[Start of section]

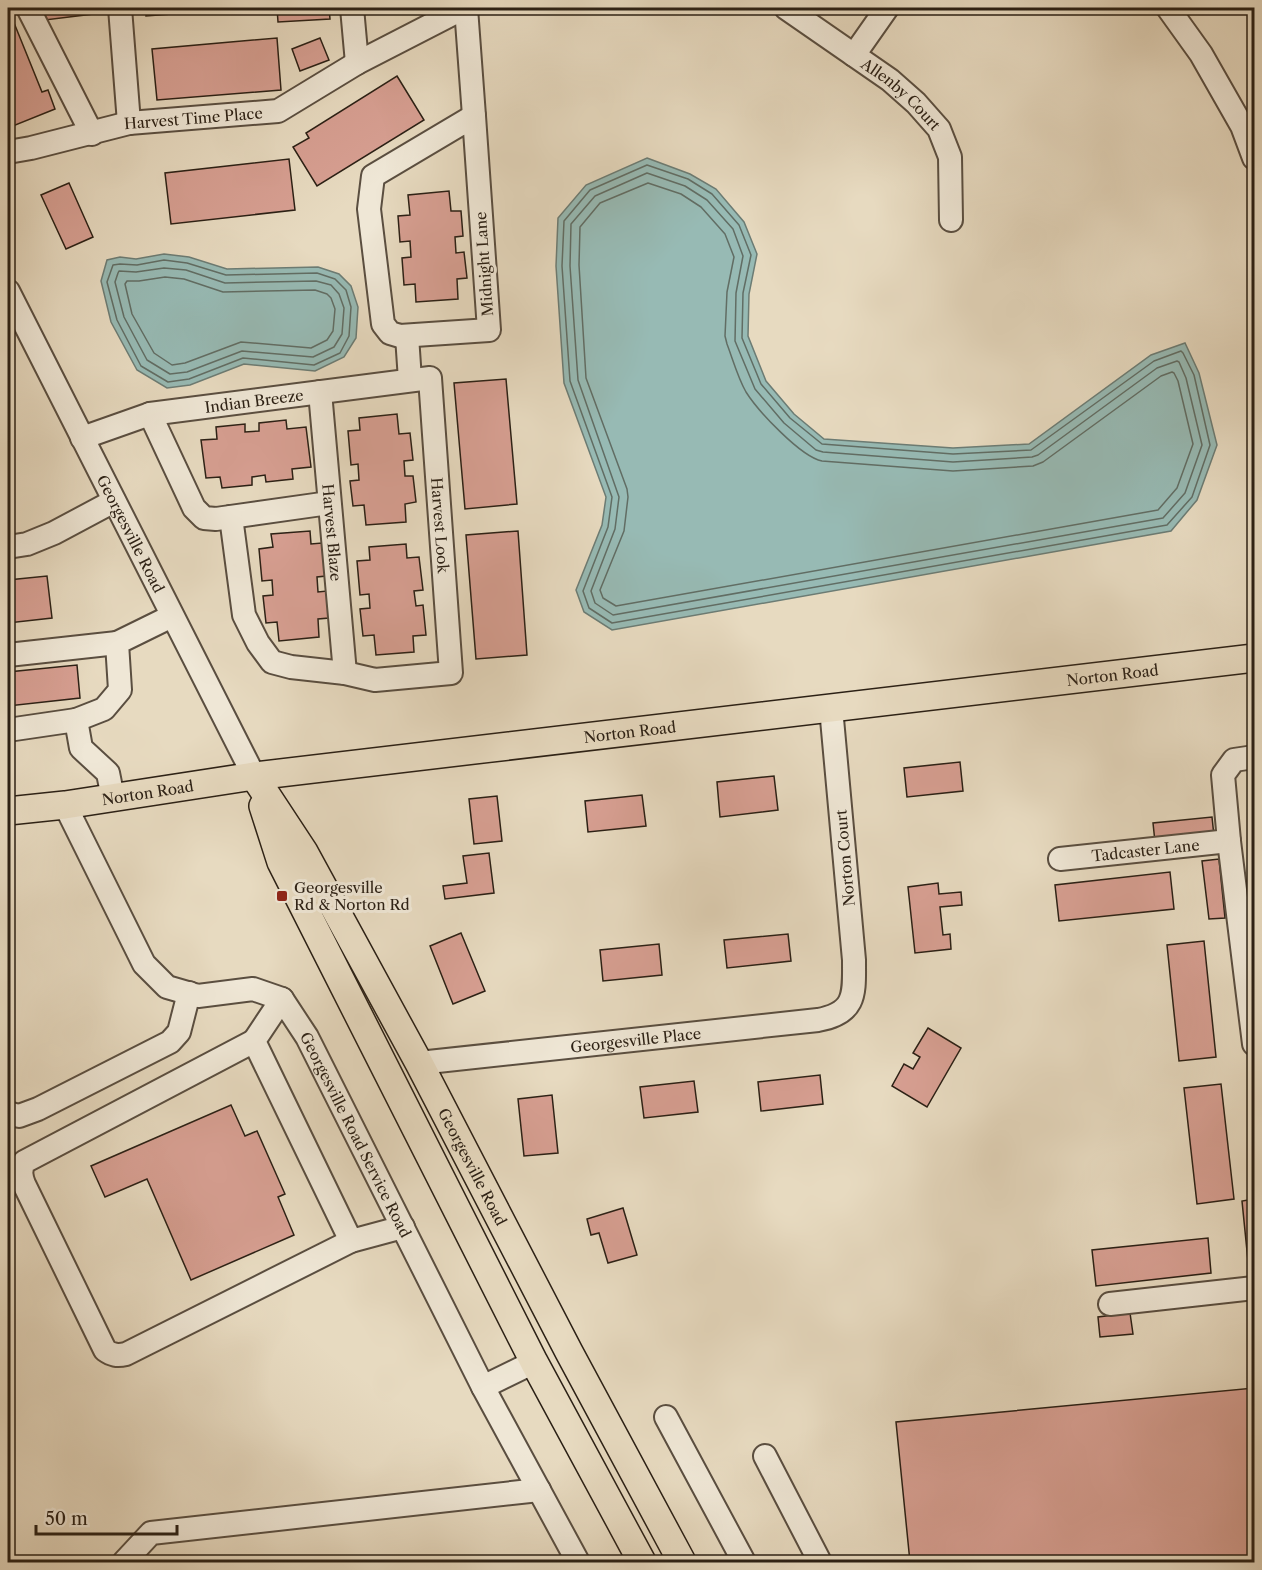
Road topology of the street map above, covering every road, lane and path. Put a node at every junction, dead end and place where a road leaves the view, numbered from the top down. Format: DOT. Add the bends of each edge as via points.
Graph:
graph roads {
  1 [pos="28,8"];
  2 [pos="120,8"];
  3 [pos="352,8"];
  4 [pos="465,8"];
  5 [pos="786,8"];
  6 [pos="887,8"];
  7 [pos="1168,8"];
  8 [pos="854,55"];
  9 [pos="357,63"];
  10 [pos="474,116"];
  11 [pos="129,123"];
  12 [pos="92,134"];
  13 [pos="8,152"];
  14 [pos="1254,158"];
  15 [pos="951,220"];
  16 [pos="8,291"];
  17 [pos="407,336"];
  18 [pos="420,379"];
  19 [pos="320,392"];
  20 [pos="150,414"];
  21 [pos="82,438"];
  22 [pos="114,501"];
  23 [pos="329,503"];
  24 [pos="231,517"];
  25 [pos="8,547"];
  26 [pos="172,616"];
  27 [pos="117,643"];
  28 [pos="8,655"];
  29 [pos="1254,658"];
  30 [pos="345,673"];
  31 [pos="831,708"];
  32 [pos="76,720"];
  33 [pos="8,730"];
  34 [pos="1244,758"];
  35 [pos="254,776"];
  36 [pos="113,798"];
  37 [pos="65,805"];
  38 [pos="8,811"];
  39 [pos="1229,841"];
  40 [pos="1060,859"];
  41 [pos="189,993"];
  42 [pos="282,999"];
  43 [pos="1252,1003"];
  44 [pos="847,1006"];
  45 [pos="254,1041"];
  46 [pos="1254,1044"];
  47 [pos="419,1063"];
  48 [pos="8,1113"];
  49 [pos="403,1227"];
  50 [pos="351,1241"];
  51 [pos="1254,1288"];
  52 [pos="1110,1304"];
  53 [pos="534,1362"];
  54 [pos="483,1387"];
  55 [pos="666,1417"];
  56 [pos="765,1456"];
  57 [pos="539,1490"];
  58 [pos="124,1563"];
  59 [pos="578,1563"];
  60 [pos="642,1563"];
  61 [pos="682,1563"];
  62 [pos="744,1563"];
  63 [pos="819,1563"];
  1 -- 12 [label="street"];
  2 -- 11 [label="street"];
  3 -- 9 [label="street"];
  4 -- 9 [label="street, Harvest Time Place"];
  4 -- 10 [label="street, Midnight Lane"];
  5 -- 8 [label="street, Allenby Court"];
  6 -- 8 [label="street"];
  7 -- 14 [label="street" via="1201,54 1242,126"];
  8 -- 15 [label="street, Allenby Court" via="890,80 939,129 950,157"];
  9 -- 11 [label="street, Harvest Time Place" via="278,111"];
  10 -- 17 [label="street" via="373,176 369,209 383,324 390,333"];
  10 -- 17 [label="street, Midnight Lane" via="489,330"];
  11 -- 12 [label="street, Harvest Time Place"];
  12 -- 13 [label="street, Harvest Time Place"];
  16 -- 21 [label="street, Georgesville Road"];
  17 -- 18 [label="street"];
  18 -- 19 [label="street, Indian Breeze"];
  18 -- 30 [label="street, Harvest Look" via="452,673 375,680"];
  19 -- 20 [label="street, Indian Breeze"];
  19 -- 23 [label="street, Harvest Blaze"];
  20 -- 21 [label="street, Indian Breeze"];
  20 -- 24 [label="street" via="195,508 204,518"];
  21 -- 22 [label="street, Georgesville Road"];
  22 -- 25 [label="street" via="54,533"];
  22 -- 26 [label="street, Georgesville Road"];
  23 -- 24 [label="street"];
  23 -- 30 [label="street, Harvest Blaze"];
  24 -- 30 [label="street" via="244,615 258,643 272,662"];
  26 -- 27 [label="street"];
  26 -- 35 [label="street, Georgesville Road"];
  27 -- 28 [label="street"];
  27 -- 32 [label="street" via="120,690 104,710"];
  29 -- 31 [label="main road, Norton Road"];
  31 -- 35 [label="main road, Norton Road"];
  31 -- 44 [label="street, Norton Court" via="854,960 853,996"];
  32 -- 33 [label="street"];
  32 -- 36 [label="street" via="81,748 108,773"];
  34 -- 39 [label="street" via="1223,775"];
  35 -- 36 [label="main road, Norton Road"];
  35 -- 47 [label="main road, Georgesville Road" via="304,852"];
  35 -- 53 [label="main road, Georgesville Road" via="281,862"];
  36 -- 37 [label="main road, Norton Road"];
  37 -- 38 [label="main road, Norton Road"];
  37 -- 41 [label="street" via="144,964 167,987"];
  39 -- 40 [label="street, Tadcaster Lane"];
  39 -- 43 [label="street"];
  41 -- 42 [label="street" via="198,996 253,988"];
  41 -- 48 [label="street" via="179,1032 170,1042 38,1109 18,1116"];
  42 -- 45 [label="street"];
  42 -- 49 [label="street, Georgesville Road Service Road" via="307,1037"];
  43 -- 46 [label="street"];
  44 -- 47 [label="street, Georgesville Place" via="834,1017 818,1020"];
  45 -- 50 [label="street"];
  45 -- 50 [label="street" via="24,1162 21,1176 29,1195 105,1350 118,1356"];
  47 -- 61 [label="main road, Georgesville Road"];
  49 -- 50 [label="street"];
  49 -- 54 [label="street, Georgesville Road Service Road"];
  51 -- 52 [label="street"];
  53 -- 54 [label="street"];
  53 -- 60 [label="main road, Georgesville Road"];
  54 -- 57 [label="street, Georgesville Road Service Road"];
  55 -- 62 [label="street"];
  56 -- 63 [label="street"];
  57 -- 58 [label="street" via="151,1533"];
  57 -- 59 [label="street, Georgesville Road Service Road"];
}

[End of section]

Pictures aside, write out all of the records exactly.

Road topology of the street map above, covering every road, lane and path. Put a node at every junction, dead end and place where a road leaves the view, numbered from the top down. Format: DOT. Add the bends of each edge as via points.
Graph:
graph roads {
  1 [pos="28,8"];
  2 [pos="120,8"];
  3 [pos="352,8"];
  4 [pos="465,8"];
  5 [pos="786,8"];
  6 [pos="887,8"];
  7 [pos="1168,8"];
  8 [pos="854,55"];
  9 [pos="357,63"];
  10 [pos="474,116"];
  11 [pos="129,123"];
  12 [pos="92,134"];
  13 [pos="8,152"];
  14 [pos="1254,158"];
  15 [pos="951,220"];
  16 [pos="8,291"];
  17 [pos="407,336"];
  18 [pos="420,379"];
  19 [pos="320,392"];
  20 [pos="150,414"];
  21 [pos="82,438"];
  22 [pos="114,501"];
  23 [pos="329,503"];
  24 [pos="231,517"];
  25 [pos="8,547"];
  26 [pos="172,616"];
  27 [pos="117,643"];
  28 [pos="8,655"];
  29 [pos="1254,658"];
  30 [pos="345,673"];
  31 [pos="831,708"];
  32 [pos="76,720"];
  33 [pos="8,730"];
  34 [pos="1244,758"];
  35 [pos="254,776"];
  36 [pos="113,798"];
  37 [pos="65,805"];
  38 [pos="8,811"];
  39 [pos="1229,841"];
  40 [pos="1060,859"];
  41 [pos="189,993"];
  42 [pos="282,999"];
  43 [pos="1252,1003"];
  44 [pos="847,1006"];
  45 [pos="254,1041"];
  46 [pos="1254,1044"];
  47 [pos="419,1063"];
  48 [pos="8,1113"];
  49 [pos="403,1227"];
  50 [pos="351,1241"];
  51 [pos="1254,1288"];
  52 [pos="1110,1304"];
  53 [pos="534,1362"];
  54 [pos="483,1387"];
  55 [pos="666,1417"];
  56 [pos="765,1456"];
  57 [pos="539,1490"];
  58 [pos="124,1563"];
  59 [pos="578,1563"];
  60 [pos="642,1563"];
  61 [pos="682,1563"];
  62 [pos="744,1563"];
  63 [pos="819,1563"];
  1 -- 12 [label="street"];
  2 -- 11 [label="street"];
  3 -- 9 [label="street"];
  4 -- 9 [label="street, Harvest Time Place"];
  4 -- 10 [label="street, Midnight Lane"];
  5 -- 8 [label="street, Allenby Court"];
  6 -- 8 [label="street"];
  7 -- 14 [label="street" via="1201,54 1242,126"];
  8 -- 15 [label="street, Allenby Court" via="890,80 939,129 950,157"];
  9 -- 11 [label="street, Harvest Time Place" via="278,111"];
  10 -- 17 [label="street" via="373,176 369,209 383,324 390,333"];
  10 -- 17 [label="street, Midnight Lane" via="489,330"];
  11 -- 12 [label="street, Harvest Time Place"];
  12 -- 13 [label="street, Harvest Time Place"];
  16 -- 21 [label="street, Georgesville Road"];
  17 -- 18 [label="street"];
  18 -- 19 [label="street, Indian Breeze"];
  18 -- 30 [label="street, Harvest Look" via="452,673 375,680"];
  19 -- 20 [label="street, Indian Breeze"];
  19 -- 23 [label="street, Harvest Blaze"];
  20 -- 21 [label="street, Indian Breeze"];
  20 -- 24 [label="street" via="195,508 204,518"];
  21 -- 22 [label="street, Georgesville Road"];
  22 -- 25 [label="street" via="54,533"];
  22 -- 26 [label="street, Georgesville Road"];
  23 -- 24 [label="street"];
  23 -- 30 [label="street, Harvest Blaze"];
  24 -- 30 [label="street" via="244,615 258,643 272,662"];
  26 -- 27 [label="street"];
  26 -- 35 [label="street, Georgesville Road"];
  27 -- 28 [label="street"];
  27 -- 32 [label="street" via="120,690 104,710"];
  29 -- 31 [label="main road, Norton Road"];
  31 -- 35 [label="main road, Norton Road"];
  31 -- 44 [label="street, Norton Court" via="854,960 853,996"];
  32 -- 33 [label="street"];
  32 -- 36 [label="street" via="81,748 108,773"];
  34 -- 39 [label="street" via="1223,775"];
  35 -- 36 [label="main road, Norton Road"];
  35 -- 47 [label="main road, Georgesville Road" via="304,852"];
  35 -- 53 [label="main road, Georgesville Road" via="281,862"];
  36 -- 37 [label="main road, Norton Road"];
  37 -- 38 [label="main road, Norton Road"];
  37 -- 41 [label="street" via="144,964 167,987"];
  39 -- 40 [label="street, Tadcaster Lane"];
  39 -- 43 [label="street"];
  41 -- 42 [label="street" via="198,996 253,988"];
  41 -- 48 [label="street" via="179,1032 170,1042 38,1109 18,1116"];
  42 -- 45 [label="street"];
  42 -- 49 [label="street, Georgesville Road Service Road" via="307,1037"];
  43 -- 46 [label="street"];
  44 -- 47 [label="street, Georgesville Place" via="834,1017 818,1020"];
  45 -- 50 [label="street"];
  45 -- 50 [label="street" via="24,1162 21,1176 29,1195 105,1350 118,1356"];
  47 -- 61 [label="main road, Georgesville Road"];
  49 -- 50 [label="street"];
  49 -- 54 [label="street, Georgesville Road Service Road"];
  51 -- 52 [label="street"];
  53 -- 54 [label="street"];
  53 -- 60 [label="main road, Georgesville Road"];
  54 -- 57 [label="street, Georgesville Road Service Road"];
  55 -- 62 [label="street"];
  56 -- 63 [label="street"];
  57 -- 58 [label="street" via="151,1533"];
  57 -- 59 [label="street, Georgesville Road Service Road"];
}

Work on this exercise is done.